Could the data below please be reproduced word for word, without the pictures?

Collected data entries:
+ + + +

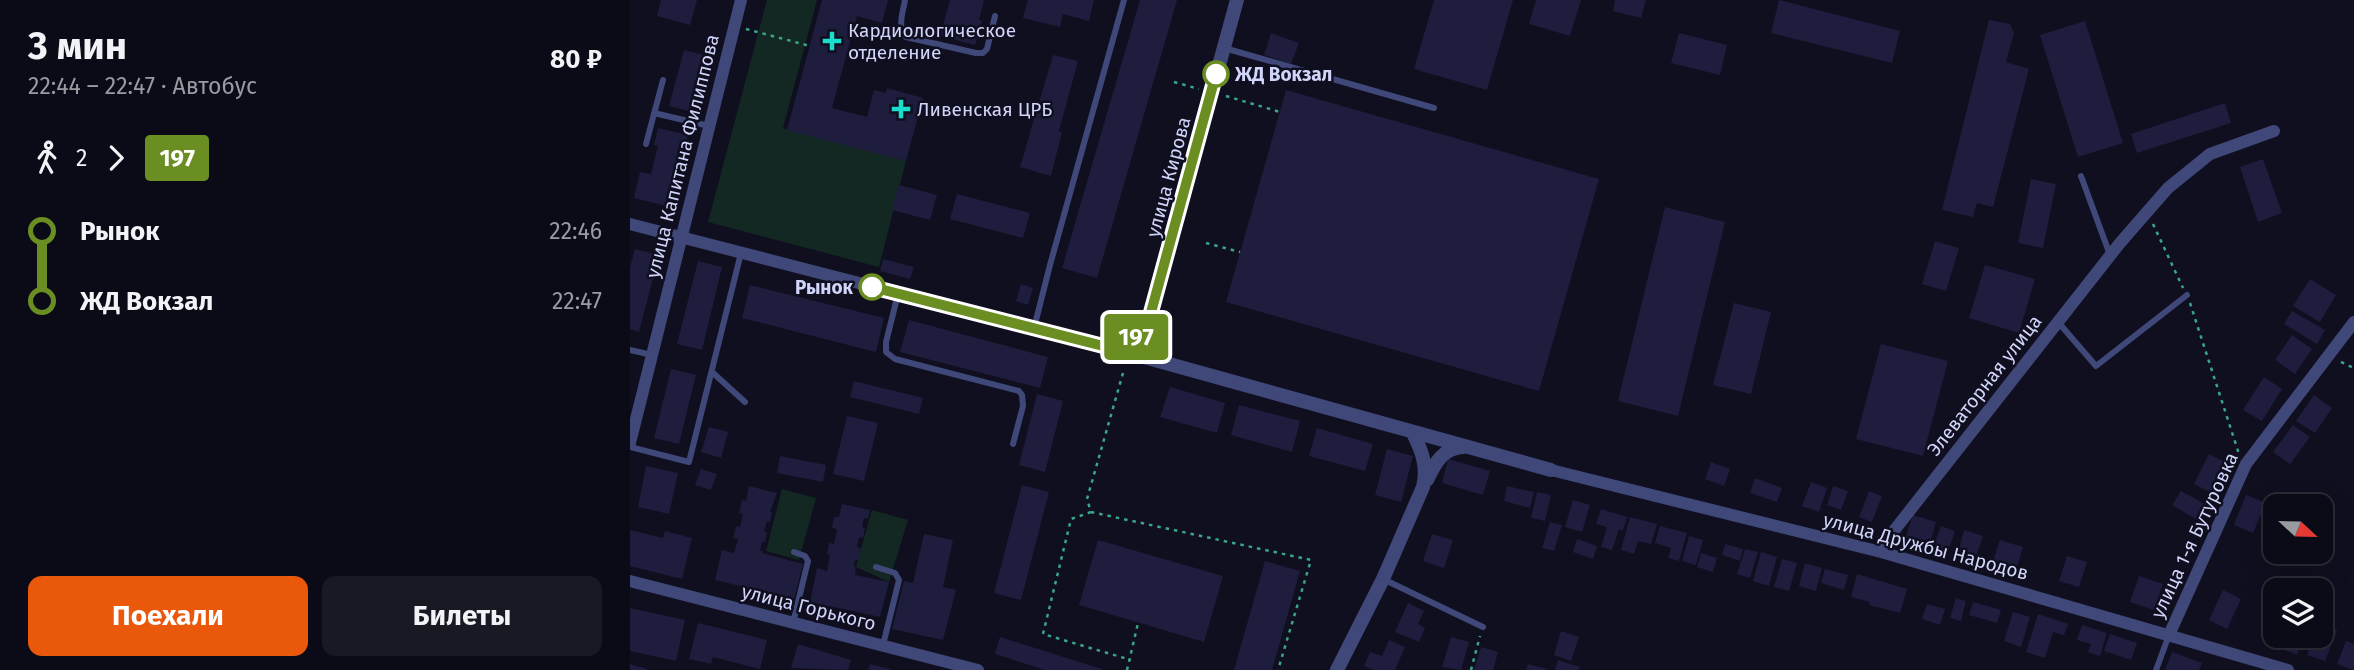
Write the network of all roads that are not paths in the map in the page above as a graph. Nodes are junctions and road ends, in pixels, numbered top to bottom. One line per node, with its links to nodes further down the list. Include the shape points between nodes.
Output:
1 (741, 0): 10 (street, улица Капитана Филиппова)
2 (905, 0): 5 (lane, via 901,24 906,37 976,53 987,49)
3 (1124, 0): 23 (lane)
4 (1237, 0): 6 (street, улица Кирова)
5 (995, 16)
6 (1224, 48): 8 (lane); 20 (street, улица Кирова)
7 (663, 80): 9 (lane)
8 (1434, 108)
9 (654, 113): 10 (lane); 12 (lane)
10 (709, 126): 15 (street, улица Капитана Филиппова)
11 (2274, 131): 17 (street, Элеваторная улица, via 2210,154 2168,188)
12 (646, 144)
13 (2081, 176): 17 (lane)
14 (630, 224): 15 (street)
15 (681, 237): 16 (street); 26 (street, улица Капитана Филиппова)
16 (741, 253): 18 (street); 28 (lane)
17 (2110, 254): 22 (street, Элеваторная улица)
18 (898, 294): 23 (street); 31 (lane, via 886,352 895,359 1019,391 1023,406)
19 (2187, 295): 22 (lane, via 2096,366)
20 (1150, 316): 24 (street, улица Кирова, via 1137,336); 27 (street, via 1153,343)
21 (2354, 322): 43 (street, улица 1-я Бутуровка, via 2246,464)
22 (2058, 323): 36 (street, Элеваторная улица)
23 (1034, 328): 24 (street)
24 (1115, 349): 27 (street)
25 (630, 350): 26 (lane)
26 (652, 355): 32 (street, улица Капитана Филиппова)
27 (1169, 364): 30 (street)
28 (712, 372): 29 (lane); 32 (lane, via 690,462)
29 (745, 402)
30 (1413, 433): 33 (street); 35 (street, via 1424,461)
31 (1013, 444)
32 (630, 445)
33 (1466, 447): 34 (street); 35 (street, via 1444,453)
34 (1551, 470): 36 (street, улица Дружбы Народов)
35 (1423, 487): 39 (street)
36 (1878, 551): 43 (street, улица Дружбы Народов)
37 (794, 552): 41 (lane, via 808,561)
38 (876, 567): 44 (lane, via 895,573 899,580)
39 (1383, 579): 42 (lane); 46 (street)
40 (630, 581): 41 (street, улица Горького)
41 (793, 623): 44 (street, улица Горького)
42 (1483, 627)
43 (2169, 635): 47 (lane, улица 1-я Бутуровка); 48 (street, улица Дружбы Народов)
44 (883, 645): 45 (street, улица Горького)
45 (978, 670)
46 (1337, 670)
47 (2155, 670)
48 (2288, 670)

+ + + +

Your response:
Write the network of all roads that are not paths in the map in the page above as a graph. Nodes are junctions and road ends, in pixels, numbered top to bottom. One line per node, with its links to nodes further down the list. Include the shape points between nodes.
Output:
1 (741, 0): 10 (street, улица Капитана Филиппова)
2 (905, 0): 5 (lane, via 901,24 906,37 976,53 987,49)
3 (1124, 0): 23 (lane)
4 (1237, 0): 6 (street, улица Кирова)
5 (995, 16)
6 (1224, 48): 8 (lane); 20 (street, улица Кирова)
7 (663, 80): 9 (lane)
8 (1434, 108)
9 (654, 113): 10 (lane); 12 (lane)
10 (709, 126): 15 (street, улица Капитана Филиппова)
11 (2274, 131): 17 (street, Элеваторная улица, via 2210,154 2168,188)
12 (646, 144)
13 (2081, 176): 17 (lane)
14 (630, 224): 15 (street)
15 (681, 237): 16 (street); 26 (street, улица Капитана Филиппова)
16 (741, 253): 18 (street); 28 (lane)
17 (2110, 254): 22 (street, Элеваторная улица)
18 (898, 294): 23 (street); 31 (lane, via 886,352 895,359 1019,391 1023,406)
19 (2187, 295): 22 (lane, via 2096,366)
20 (1150, 316): 24 (street, улица Кирова, via 1137,336); 27 (street, via 1153,343)
21 (2354, 322): 43 (street, улица 1-я Бутуровка, via 2246,464)
22 (2058, 323): 36 (street, Элеваторная улица)
23 (1034, 328): 24 (street)
24 (1115, 349): 27 (street)
25 (630, 350): 26 (lane)
26 (652, 355): 32 (street, улица Капитана Филиппова)
27 (1169, 364): 30 (street)
28 (712, 372): 29 (lane); 32 (lane, via 690,462)
29 (745, 402)
30 (1413, 433): 33 (street); 35 (street, via 1424,461)
31 (1013, 444)
32 (630, 445)
33 (1466, 447): 34 (street); 35 (street, via 1444,453)
34 (1551, 470): 36 (street, улица Дружбы Народов)
35 (1423, 487): 39 (street)
36 (1878, 551): 43 (street, улица Дружбы Народов)
37 (794, 552): 41 (lane, via 808,561)
38 (876, 567): 44 (lane, via 895,573 899,580)
39 (1383, 579): 42 (lane); 46 (street)
40 (630, 581): 41 (street, улица Горького)
41 (793, 623): 44 (street, улица Горького)
42 (1483, 627)
43 (2169, 635): 47 (lane, улица 1-я Бутуровка); 48 (street, улица Дружбы Народов)
44 (883, 645): 45 (street, улица Горького)
45 (978, 670)
46 (1337, 670)
47 (2155, 670)
48 (2288, 670)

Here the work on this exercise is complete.